We must bear in mind that this book magnifies another of the paradoxes of our society. That is to say, 1984 is a book that talks about censorship and that was censured. It seems that its censorship 6 stems from the explicit sexual material and its pro-communism attitudes comprised in the book. However, apart from these readings, many other ‘twisted’ interpretations have been made [constantly] endangering the status of the novel. As Pittock (2007: 109) points out, “Nineteen Eighty-four is a hell without a countervailing heaven: the reign of Antichrist for ever, not as a preliminary to New Jerusalem. There are no angels, but only devils.”.

Certainly, these two elements (obscenity and pro-communism inclination) would be more than enough to bring about censorship if we consider the temporal context in which the book was written. Nevertheless and taking a wider perspective, most of the readers of 1984 have found the inclusion of such major themes doubtful or even non-existent. For instance, sexual scenes are rather limited 7 and almost absent in the entire book. Surely, the biggest sign of obscenity encompassed in the novel is pictured by Winston and Julia going to bed together. As Dollimore (1983: 51) states, “as Winston is making love to Julia, the revolutionary potential of sexuality is affirmed: ‘simple undifferentiated desire: that was the force that would tear the party to pieces’.”. Orwell (rather than setting out an obscene atmosphere) chiefly exposes in this novel the frustrations and agonies as a result of human sexual privation and how the Party 8 cash in on this repression to enhance a desire of conflict and hatred.
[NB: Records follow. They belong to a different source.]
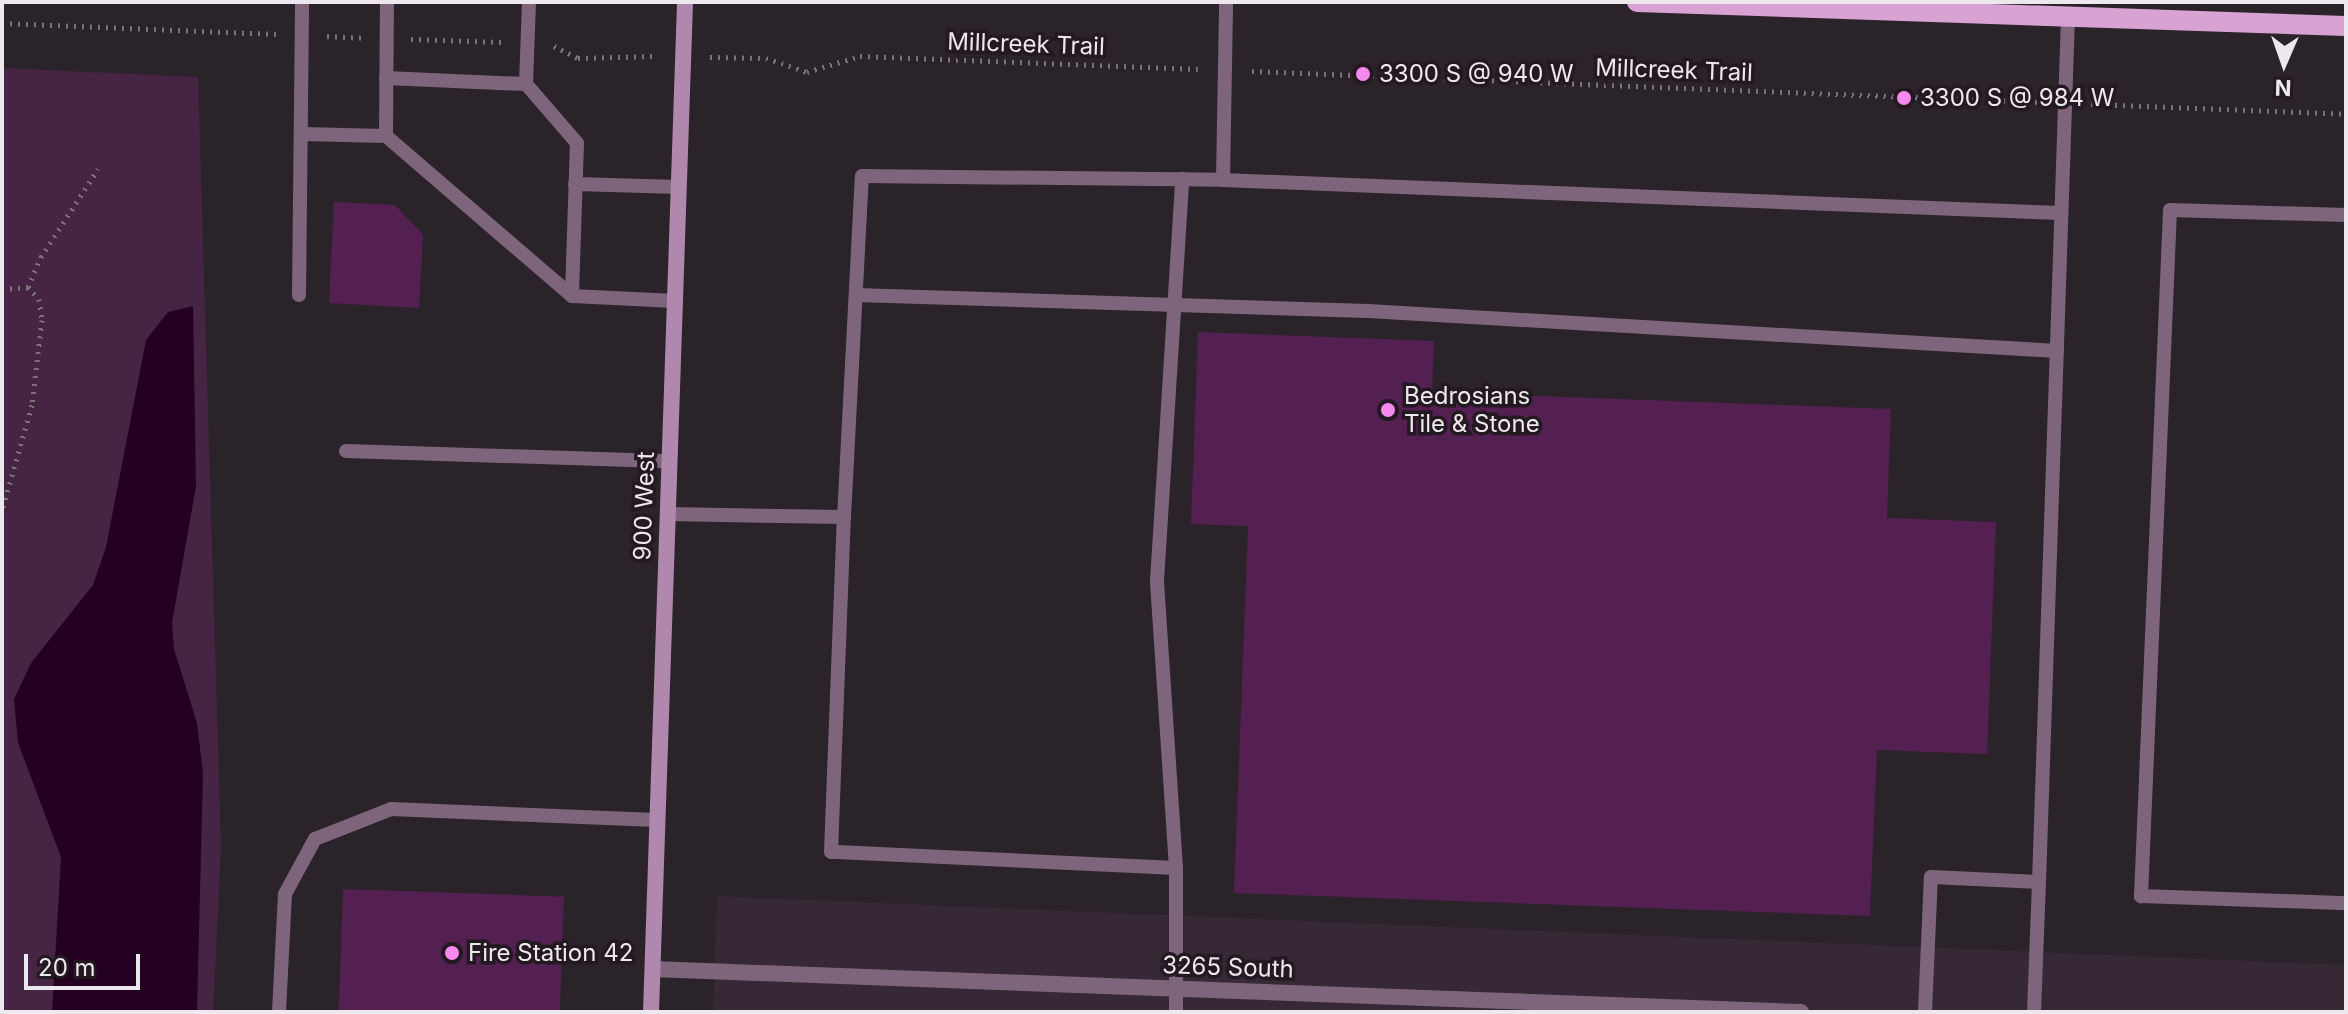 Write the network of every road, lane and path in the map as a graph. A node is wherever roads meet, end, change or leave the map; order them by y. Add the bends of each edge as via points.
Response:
1 (302, 2) edge
2 (387, 2) edge
3 (529, 2) edge
4 (685, 2) edge
5 (1226, 2) edge
6 (1637, 2) edge
7 (2079, 12) edge
8 (2346, 26) edge
9 (766, 58) dead end
10 (1225, 70) junction
11 (386, 78) junction
12 (526, 84) junction
13 (1997, 92) dead end
14 (1997, 101) junction
15 (2065, 103) junction
16 (2346, 114) edge
17 (301, 134) junction
18 (386, 136) junction
19 (98, 169) dead end
20 (1182, 179) junction
21 (1223, 180) junction
22 (575, 184) junction
23 (679, 187) junction
24 (2061, 213) junction
25 (2346, 215) edge
26 (28, 287) junction
27 (2, 289) edge
28 (299, 295) dead end
29 (856, 295) junction
30 (572, 296) junction
31 (675, 301) junction
32 (1172, 305) junction
33 (2057, 351) junction
34 (346, 451) dead end
35 (669, 461) junction
36 (2, 510) edge
37 (668, 514) junction
38 (844, 517) junction
39 (656, 820) junction
40 (1176, 868) junction
41 (2039, 882) junction
42 (2346, 903) edge
43 (653, 969) junction
44 (1176, 989) junction
45 (279, 1012) edge
46 (651, 1012) edge
47 (1176, 1012) edge
48 (1801, 1012) edge
49 (1925, 1012) edge
50 (2034, 1012) edge

1 - 17 lane
2 - 11 lane
3 - 12 lane
4 - 23 main road, 900 West
5 - 10 lane
6 - 7 main road
7 - 8 main road
7 - 15 lane
9 - 10 path, Millcreek Trail via 807,72 860,56
10 - 14 path, Millcreek Trail
10 - 21 lane
11 - 12 lane
11 - 18 lane
12 - 22 lane via 577,143
13 - 14 path
14 - 15 path, Millcreek Trail
15 - 16 path, Millcreek Trail
15 - 24 lane
17 - 18 lane
17 - 28 lane
18 - 30 lane
19 - 26 path via 41,257
20 - 21 lane
20 - 29 lane via 862,176
20 - 32 lane
21 - 24 lane
22 - 23 lane
22 - 30 lane
23 - 31 main road, 900 West
24 - 33 lane
25 - 42 lane via 2170,210 2141,896
26 - 27 path
26 - 36 path via 39,299 42,320 38,364
29 - 32 lane
29 - 38 lane
30 - 31 lane
31 - 35 main road, 900 West
32 - 33 lane
32 - 40 lane via 1157,581
33 - 41 lane
34 - 35 lane
35 - 37 main road, 900 West
37 - 38 lane
37 - 39 main road, 900 West
38 - 40 lane via 831,852
39 - 43 main road, 900 West
39 - 45 lane via 391,809 315,839 285,894
40 - 44 lane
41 - 49 lane via 1931,877
41 - 50 lane
43 - 44 street, 3265 South
43 - 46 main road, 900 West
44 - 47 lane
44 - 48 street, 3265 South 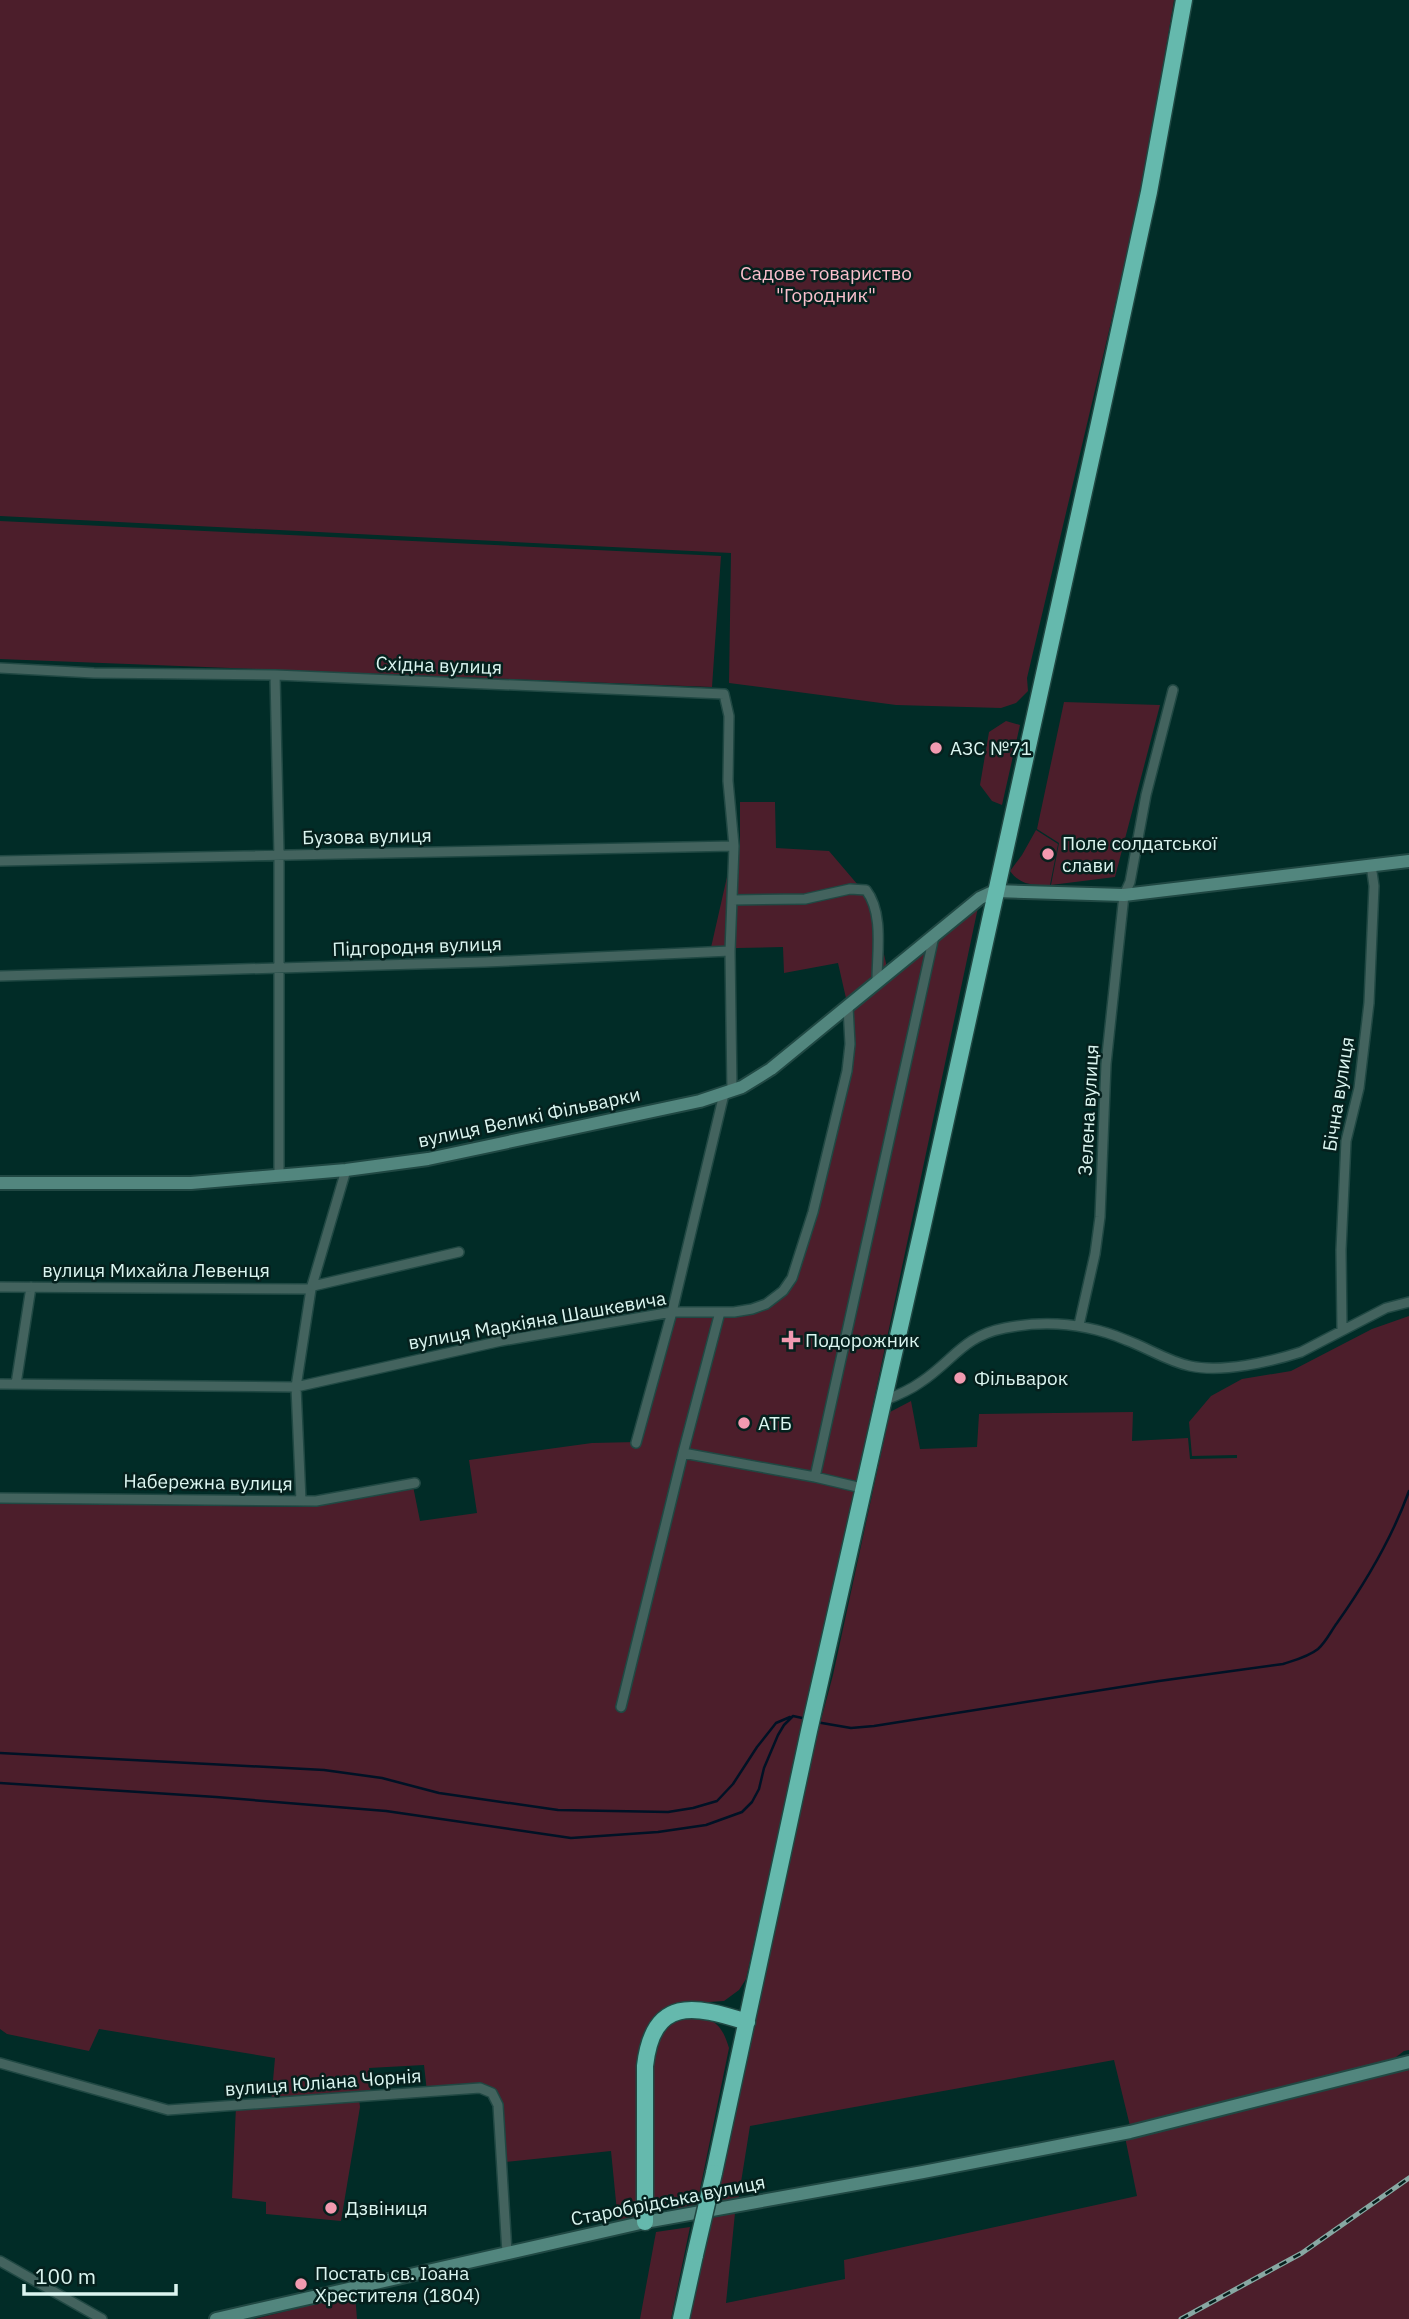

Furthermore, on suppressing human natural sexual desires (and thus leading to hysteria) the state of Oceania controls its militants and projects their [deprived] energy into a wish of war and solid patriotism9. The only sexual intercourse 10 allowed by the Party is consummated with the act of marriage. Hence, its purpose is narrowed down to have children that will become helpful members for the Party. Therefore, the aforementioned ‘obscenity’ is basically another of the techniques used by Orwell to exhibit the enormous power of a totalitarian state 11 and thus not a significant spicy motif.

On the other hand and with regard to the [imaginary] communist ideas stamped in this novel, Orwell far from preaching such political tenets, he is openly criticizing an authoritarian state (Rodden 2006: 187). As a means of proof, in The Theory and Practice of Oligarchical Collectivism12 is lampooned Marx and Engel’s Communist Manifesto 13 (2001), whose principles led to the Stalinism14 in Russia.

Actually, when more closely observed the godlike leader Big Brother (BB onwards) becomes a fair representation of Joseph Stalin. As it will be exposed below, this book rather than supporting authoritarian views foreshadows a possible future. Consequently, this is what yields [part of] the real origin of its censorship. That is, the fear of not wanting to accept that Orwell’s statements might come into being (Wegner 2002: 191).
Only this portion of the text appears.